§ Exercise
Your answer should be a single number, the count of lines in the material with the string "Ernestina".

# # # # # # #

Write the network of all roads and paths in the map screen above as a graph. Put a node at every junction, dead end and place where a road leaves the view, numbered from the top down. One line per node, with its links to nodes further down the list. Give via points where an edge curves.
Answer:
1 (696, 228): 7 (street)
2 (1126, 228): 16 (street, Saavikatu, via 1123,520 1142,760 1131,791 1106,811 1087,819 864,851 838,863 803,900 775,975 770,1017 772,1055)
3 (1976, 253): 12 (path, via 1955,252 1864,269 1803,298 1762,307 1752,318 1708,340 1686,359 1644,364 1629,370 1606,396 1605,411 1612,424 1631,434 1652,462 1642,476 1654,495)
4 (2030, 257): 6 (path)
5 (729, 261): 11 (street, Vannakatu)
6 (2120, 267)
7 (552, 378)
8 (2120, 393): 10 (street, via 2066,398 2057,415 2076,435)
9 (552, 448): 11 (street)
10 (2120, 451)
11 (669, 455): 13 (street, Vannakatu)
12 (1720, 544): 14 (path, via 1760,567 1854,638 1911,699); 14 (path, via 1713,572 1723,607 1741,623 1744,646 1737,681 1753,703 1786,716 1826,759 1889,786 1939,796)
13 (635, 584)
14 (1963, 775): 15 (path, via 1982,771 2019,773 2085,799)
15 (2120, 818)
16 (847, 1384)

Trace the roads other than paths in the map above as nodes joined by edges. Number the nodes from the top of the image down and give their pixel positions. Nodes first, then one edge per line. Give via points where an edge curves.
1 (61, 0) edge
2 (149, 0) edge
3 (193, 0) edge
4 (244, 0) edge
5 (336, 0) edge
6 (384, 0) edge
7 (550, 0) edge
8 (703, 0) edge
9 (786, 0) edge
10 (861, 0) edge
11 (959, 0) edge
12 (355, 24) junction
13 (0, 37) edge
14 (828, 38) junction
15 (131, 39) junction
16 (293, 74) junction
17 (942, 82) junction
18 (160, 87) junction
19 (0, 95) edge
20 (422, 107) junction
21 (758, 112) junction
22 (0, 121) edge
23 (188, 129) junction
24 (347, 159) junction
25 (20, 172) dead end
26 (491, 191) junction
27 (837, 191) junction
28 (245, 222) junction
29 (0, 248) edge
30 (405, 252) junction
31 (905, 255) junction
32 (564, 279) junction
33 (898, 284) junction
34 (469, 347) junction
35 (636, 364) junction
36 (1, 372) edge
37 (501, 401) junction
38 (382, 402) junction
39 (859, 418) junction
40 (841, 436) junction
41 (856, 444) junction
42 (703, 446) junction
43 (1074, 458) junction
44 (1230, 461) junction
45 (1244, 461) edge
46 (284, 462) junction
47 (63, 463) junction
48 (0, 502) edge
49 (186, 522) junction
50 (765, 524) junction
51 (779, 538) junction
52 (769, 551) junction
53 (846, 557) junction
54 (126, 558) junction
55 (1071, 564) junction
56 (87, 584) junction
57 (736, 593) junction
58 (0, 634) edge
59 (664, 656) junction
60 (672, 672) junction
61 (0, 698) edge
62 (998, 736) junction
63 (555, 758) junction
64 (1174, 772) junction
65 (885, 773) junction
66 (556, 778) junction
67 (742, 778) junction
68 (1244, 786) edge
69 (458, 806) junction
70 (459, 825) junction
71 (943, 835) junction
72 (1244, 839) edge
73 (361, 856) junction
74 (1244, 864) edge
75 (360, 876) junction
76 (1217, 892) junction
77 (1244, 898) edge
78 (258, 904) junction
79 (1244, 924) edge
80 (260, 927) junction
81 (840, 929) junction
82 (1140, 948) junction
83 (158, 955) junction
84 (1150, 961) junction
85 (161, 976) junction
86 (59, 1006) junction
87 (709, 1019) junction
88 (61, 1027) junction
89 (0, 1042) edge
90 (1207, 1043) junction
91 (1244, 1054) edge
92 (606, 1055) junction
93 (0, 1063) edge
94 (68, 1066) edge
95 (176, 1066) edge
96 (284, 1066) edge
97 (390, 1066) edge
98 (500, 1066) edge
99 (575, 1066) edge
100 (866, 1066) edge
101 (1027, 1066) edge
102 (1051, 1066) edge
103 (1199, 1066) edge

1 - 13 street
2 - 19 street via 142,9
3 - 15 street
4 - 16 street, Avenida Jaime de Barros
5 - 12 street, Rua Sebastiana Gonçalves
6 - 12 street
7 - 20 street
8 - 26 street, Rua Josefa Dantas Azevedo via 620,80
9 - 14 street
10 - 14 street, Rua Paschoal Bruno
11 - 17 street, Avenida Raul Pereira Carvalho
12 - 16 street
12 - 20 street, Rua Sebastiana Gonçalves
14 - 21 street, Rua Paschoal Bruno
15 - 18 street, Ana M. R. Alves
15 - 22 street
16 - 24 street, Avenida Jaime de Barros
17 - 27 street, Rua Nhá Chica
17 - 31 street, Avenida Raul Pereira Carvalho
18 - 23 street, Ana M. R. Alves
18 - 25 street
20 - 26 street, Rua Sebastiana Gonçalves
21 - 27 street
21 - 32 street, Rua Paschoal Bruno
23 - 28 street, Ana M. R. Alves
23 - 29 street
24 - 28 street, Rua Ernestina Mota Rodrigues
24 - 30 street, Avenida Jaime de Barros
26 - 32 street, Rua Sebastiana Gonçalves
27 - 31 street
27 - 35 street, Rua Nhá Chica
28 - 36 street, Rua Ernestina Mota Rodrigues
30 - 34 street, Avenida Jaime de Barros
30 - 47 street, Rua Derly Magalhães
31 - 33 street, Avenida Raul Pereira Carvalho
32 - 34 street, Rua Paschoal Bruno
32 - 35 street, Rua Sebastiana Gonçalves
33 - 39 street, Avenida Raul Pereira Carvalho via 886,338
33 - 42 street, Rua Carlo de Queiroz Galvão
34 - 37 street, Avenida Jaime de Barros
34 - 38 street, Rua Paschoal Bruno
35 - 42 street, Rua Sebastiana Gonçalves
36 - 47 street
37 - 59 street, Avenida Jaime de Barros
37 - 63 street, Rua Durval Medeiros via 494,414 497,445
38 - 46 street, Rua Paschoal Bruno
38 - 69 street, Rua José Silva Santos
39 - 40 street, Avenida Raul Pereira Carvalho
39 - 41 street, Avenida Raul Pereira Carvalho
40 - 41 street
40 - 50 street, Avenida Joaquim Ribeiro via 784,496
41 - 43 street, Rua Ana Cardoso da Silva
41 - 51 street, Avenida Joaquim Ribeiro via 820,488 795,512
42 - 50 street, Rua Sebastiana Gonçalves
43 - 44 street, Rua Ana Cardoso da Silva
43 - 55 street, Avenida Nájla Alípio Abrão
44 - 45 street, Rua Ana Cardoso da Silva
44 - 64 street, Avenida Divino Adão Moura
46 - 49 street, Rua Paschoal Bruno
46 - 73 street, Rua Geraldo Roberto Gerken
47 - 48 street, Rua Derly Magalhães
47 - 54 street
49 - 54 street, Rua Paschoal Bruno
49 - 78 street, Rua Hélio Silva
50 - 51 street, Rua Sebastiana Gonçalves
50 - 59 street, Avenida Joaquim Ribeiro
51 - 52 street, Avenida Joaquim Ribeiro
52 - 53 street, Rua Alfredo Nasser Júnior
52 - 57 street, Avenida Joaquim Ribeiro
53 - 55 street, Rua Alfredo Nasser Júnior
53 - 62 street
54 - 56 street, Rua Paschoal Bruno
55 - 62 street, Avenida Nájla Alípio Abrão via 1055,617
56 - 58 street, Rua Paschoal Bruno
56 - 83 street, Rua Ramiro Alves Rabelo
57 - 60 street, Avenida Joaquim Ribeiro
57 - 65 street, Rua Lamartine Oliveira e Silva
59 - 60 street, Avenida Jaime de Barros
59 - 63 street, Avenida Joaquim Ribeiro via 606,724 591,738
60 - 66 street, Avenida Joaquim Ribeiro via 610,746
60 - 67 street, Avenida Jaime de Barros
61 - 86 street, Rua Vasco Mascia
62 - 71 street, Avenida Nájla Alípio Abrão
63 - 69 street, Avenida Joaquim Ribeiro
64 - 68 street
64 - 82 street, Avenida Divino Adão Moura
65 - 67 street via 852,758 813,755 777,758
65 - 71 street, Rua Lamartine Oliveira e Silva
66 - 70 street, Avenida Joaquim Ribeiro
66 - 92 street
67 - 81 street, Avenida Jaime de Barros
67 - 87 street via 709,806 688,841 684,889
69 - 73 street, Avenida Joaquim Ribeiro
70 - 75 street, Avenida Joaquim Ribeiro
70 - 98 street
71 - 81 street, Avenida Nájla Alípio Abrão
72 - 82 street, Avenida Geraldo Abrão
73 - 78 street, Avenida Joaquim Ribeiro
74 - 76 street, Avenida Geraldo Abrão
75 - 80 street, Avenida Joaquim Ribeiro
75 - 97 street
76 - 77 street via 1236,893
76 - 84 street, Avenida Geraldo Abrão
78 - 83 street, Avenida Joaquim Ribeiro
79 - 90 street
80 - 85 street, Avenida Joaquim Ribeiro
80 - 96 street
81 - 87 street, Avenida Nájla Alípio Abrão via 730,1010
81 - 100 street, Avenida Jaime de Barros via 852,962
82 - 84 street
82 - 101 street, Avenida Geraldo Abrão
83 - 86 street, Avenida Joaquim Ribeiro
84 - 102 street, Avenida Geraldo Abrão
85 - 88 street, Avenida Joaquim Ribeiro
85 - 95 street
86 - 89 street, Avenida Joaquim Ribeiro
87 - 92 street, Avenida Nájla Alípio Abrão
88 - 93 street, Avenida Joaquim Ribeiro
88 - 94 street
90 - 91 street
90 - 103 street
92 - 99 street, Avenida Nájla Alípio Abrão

# # # # # # #

§ Task solution
2